Wednesday, 17 April 2013

Why I'm quitting astronomy

Not so long ago I was living in Munich, Germany, working as a research astronomer at the European Southern Observatory (ESO). Right now I'm in the process of giving that up and becoming a full-time yoga teacher. I'm not a blogger by nature (or a jogger or a hogger in fact), but I thought it might be good to put out there some of my thoughts and feelings during this transition and see what comes up.

In this first post I'm going to concentrate on a few of the reasons/thoughts/insights that have led to this big change in direction - my ongoing journey from studying the outer, physical Universe to the inner Universe of the body-mind.

I wasn't always into astronomy; I think the interest started when I was at school doing my GCSEs. I then had a wonderful physics teacher for my A-levels and that really sparked my interest to do astronomy at university. I think my interest in science, maths, and logic/reason is a genuine aspect of my innate personality, but looking back now, my interest in astronomy specifically may have had a strong influence from the need to look as far away as possible from real life here on Earth... My teenage years contained some fairly traumatic events and I think the idea of engrossing myself in the study of galaxies millions of light-years away was very attractive!

So I went to UCL in London to study Astrophysics. This turned easily into a masters (I don't mean the course wasn't hard, but I mean I barely considered there was an option not to carry on), followed by a PhD. I enjoyed the research and I had a great supervisor so it felt very natural to continue. At the end of my PhD I was 26, had never had a girlfriend, not relating so well with my family, and ready to move (escape) anywhere in the world for my first post-doc (generally 3-year contract positions to do research at a university or research institute).
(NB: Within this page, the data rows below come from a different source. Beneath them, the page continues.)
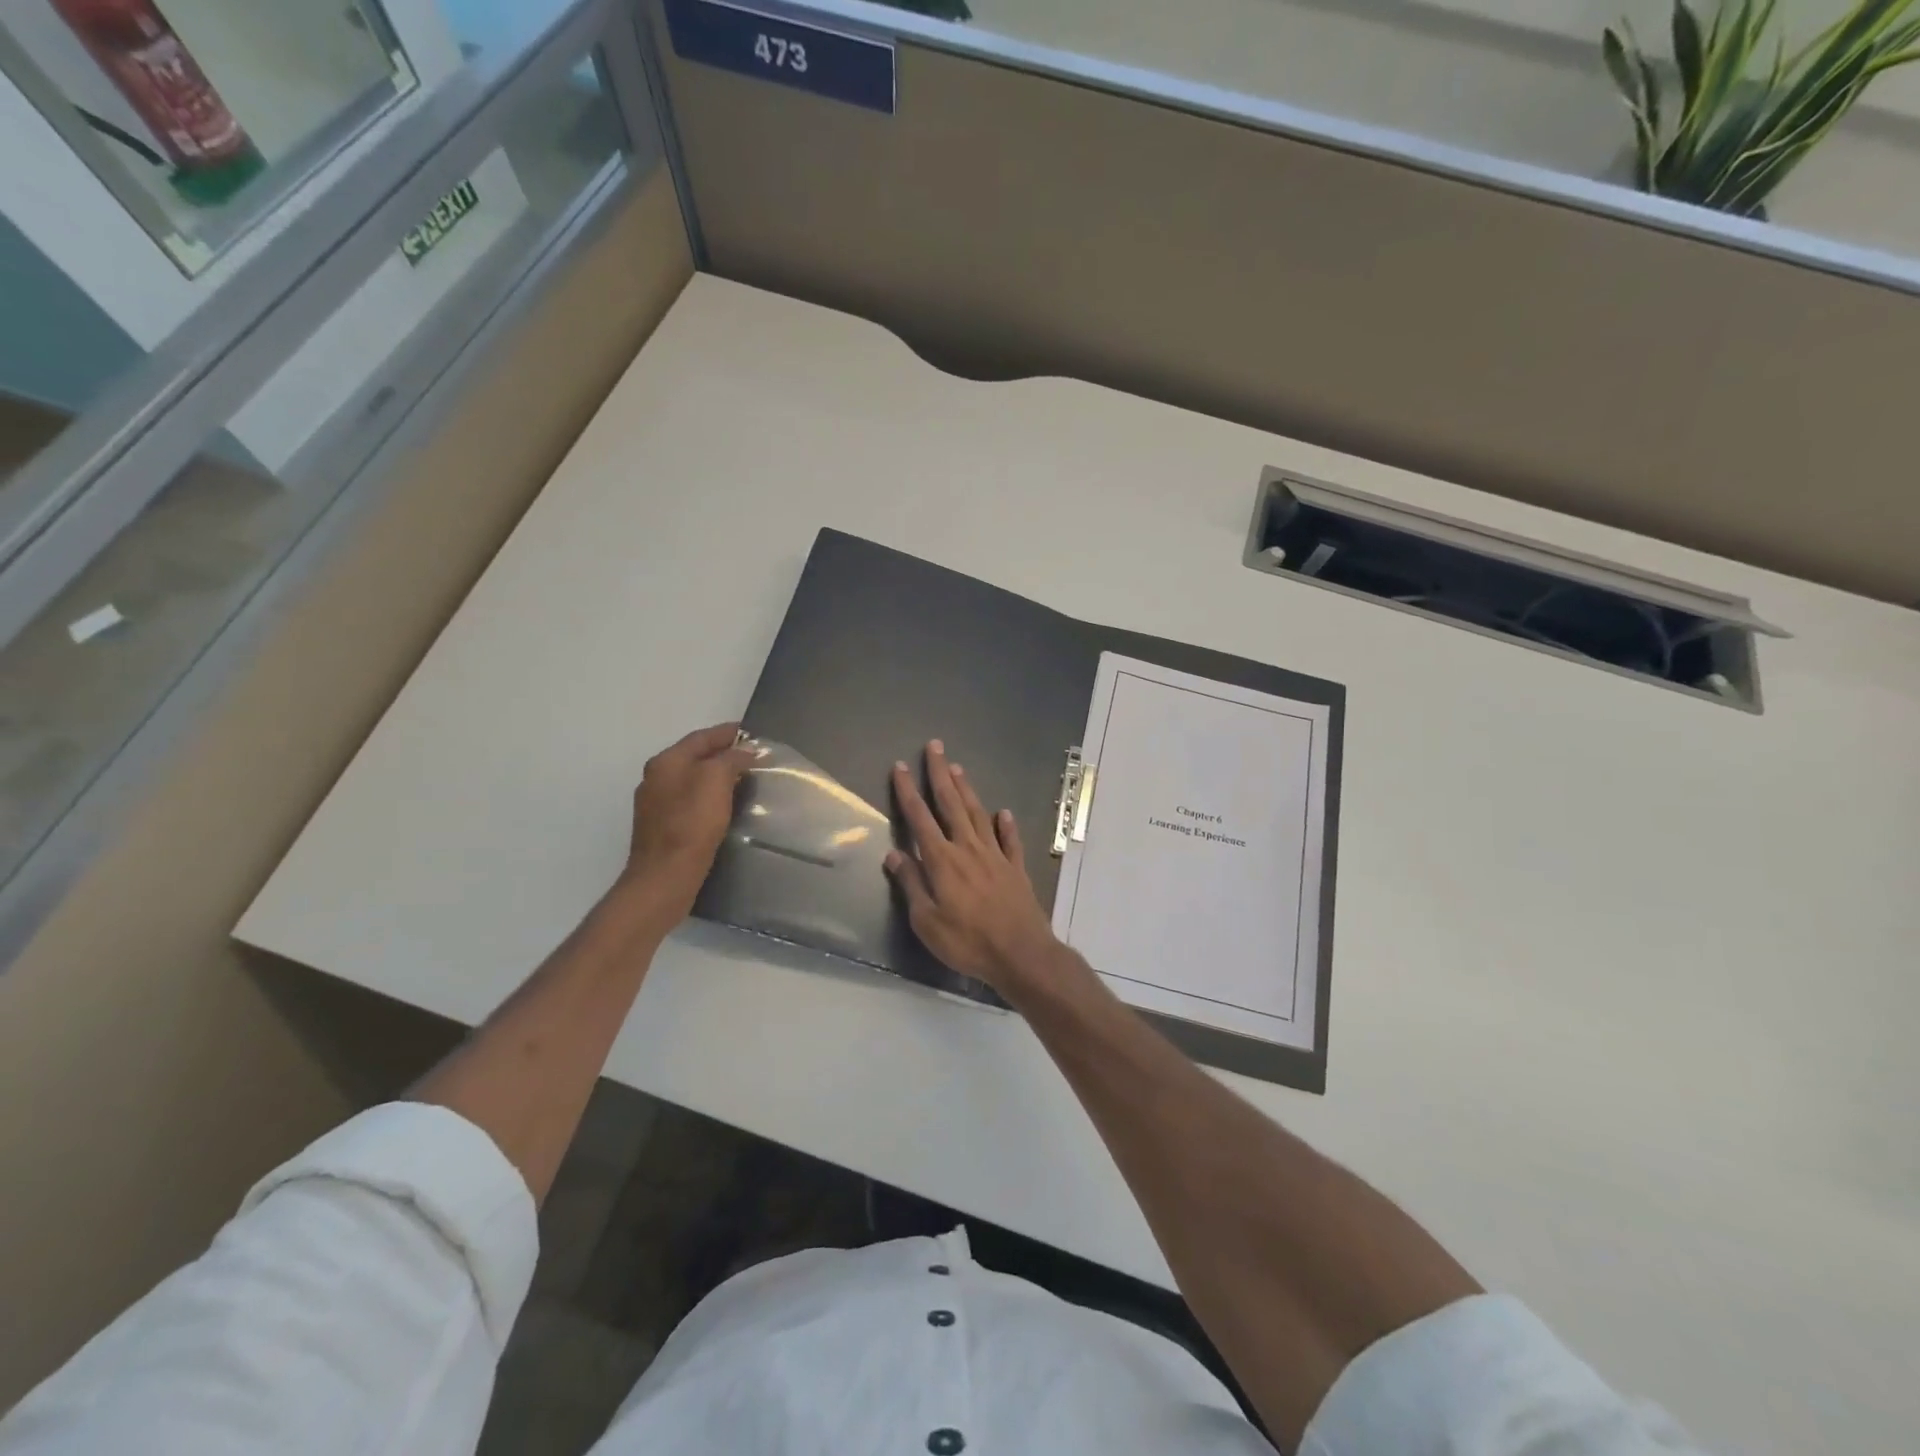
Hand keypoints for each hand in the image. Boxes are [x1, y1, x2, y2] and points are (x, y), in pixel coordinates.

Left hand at [617, 721, 754, 920]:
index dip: (727, 733)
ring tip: (743, 779)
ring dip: (716, 776)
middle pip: (694, 757)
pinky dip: (708, 797)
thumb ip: (730, 759)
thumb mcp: (716, 780)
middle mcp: (655, 778)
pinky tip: (724, 806)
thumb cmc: (692, 823)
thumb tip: (743, 751)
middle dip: (722, 754)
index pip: (701, 737)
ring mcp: (655, 804)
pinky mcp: (661, 828)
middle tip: (751, 756)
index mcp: (666, 762)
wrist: (665, 876)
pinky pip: (689, 801)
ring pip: (691, 780)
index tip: (750, 732)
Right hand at [885, 740, 1061, 995]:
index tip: (900, 767)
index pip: (920, 818)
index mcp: (942, 860)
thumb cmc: (967, 941)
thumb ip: (911, 884)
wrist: (1020, 953)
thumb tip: (893, 854)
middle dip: (940, 774)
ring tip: (958, 768)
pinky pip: (1010, 840)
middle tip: (935, 747)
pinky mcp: (1016, 868)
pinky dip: (1005, 825)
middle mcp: (968, 849)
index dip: (908, 792)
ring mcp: (995, 856)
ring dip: (967, 789)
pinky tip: (1003, 813)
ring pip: (978, 814)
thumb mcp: (927, 921)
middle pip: (951, 804)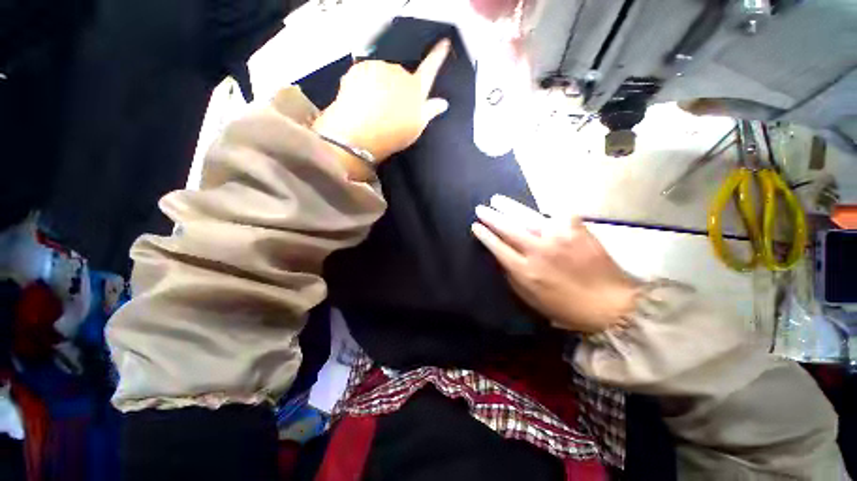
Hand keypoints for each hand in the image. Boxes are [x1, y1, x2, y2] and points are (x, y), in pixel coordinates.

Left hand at [313, 39, 450, 175]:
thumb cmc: (391, 134)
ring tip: (375, 110)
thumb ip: (430, 111)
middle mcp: (399, 72)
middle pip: (402, 76)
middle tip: (391, 110)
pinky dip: (365, 86)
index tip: (444, 43)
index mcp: (416, 88)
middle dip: (398, 88)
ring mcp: (378, 68)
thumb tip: (442, 103)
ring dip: (380, 87)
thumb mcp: (416, 127)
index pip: (431, 67)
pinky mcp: (359, 68)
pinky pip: (365, 74)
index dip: (438, 55)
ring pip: (382, 75)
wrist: (359, 134)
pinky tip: (363, 103)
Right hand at [471, 195, 641, 332]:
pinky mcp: (577, 230)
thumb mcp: (530, 298)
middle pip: (508, 229)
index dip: (485, 235)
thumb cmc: (565, 307)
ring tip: (497, 200)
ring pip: (527, 217)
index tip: (475, 226)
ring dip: (509, 207)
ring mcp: (558, 237)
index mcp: (525, 270)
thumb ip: (513, 276)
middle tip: (480, 209)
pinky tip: (540, 211)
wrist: (610, 304)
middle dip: (491, 217)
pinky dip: (547, 212)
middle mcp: (538, 250)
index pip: (498, 247)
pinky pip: (558, 215)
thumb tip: (502, 257)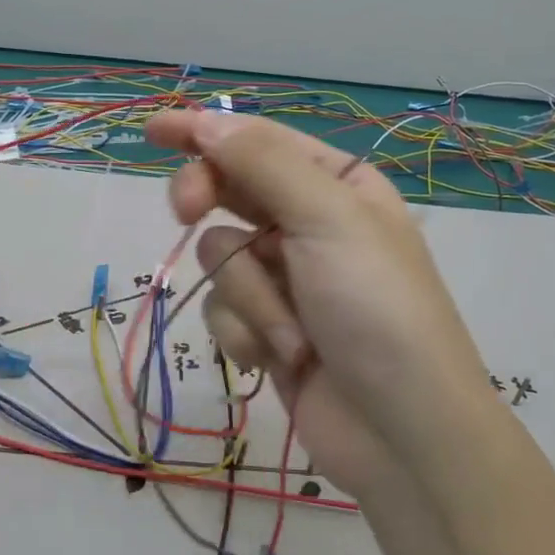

At this juncture I went travelling by myself for the first time. I felt I was just about ready for it. I remember being on the beach at night in Costa Rica with some people I'd just met and enthusiastically describing the starry vista, the types of stars and their distance, the Milky Way, etc. My "audience" was pretty wowed and we ended up having the usual discussions about whether there's life out there, what a black hole is, and what came before the Big Bang. Sometimes you get a "what's the point?" attitude, but more often than not, people really are interested in space, "what's out there", and some of the fundamental philosophical questions about our existence! Anyway, what I was doubting at the time was whether doing astronomy as a profession was worthwhile or useful (what's the point?), and I remember specifically that that experience on the beach, and the reaction of those people to my enthusing, swung it. Despite my (probably not very genuine) wish to move anywhere for a post-doc, I took up a position at UCL (again) working with my PhD supervisor (the American term "advisor" is so much better - you don't catch me saying that very often...).

Starburst galaxy M82 and its superwind
Four years went by at UCL. This is one of the main objects of my study - the galaxy M82, a beautiful nearby (ahem, 10 million light-years) starburst galaxy with a large bipolar superwind. I was fortunate enough to get some of the deepest (longest exposure) imaging from the WIYN telescope, which I put together into a composite together with some images from the Hubble Space Telescope in this image in order to highlight its bright wind plumes (the purple streams).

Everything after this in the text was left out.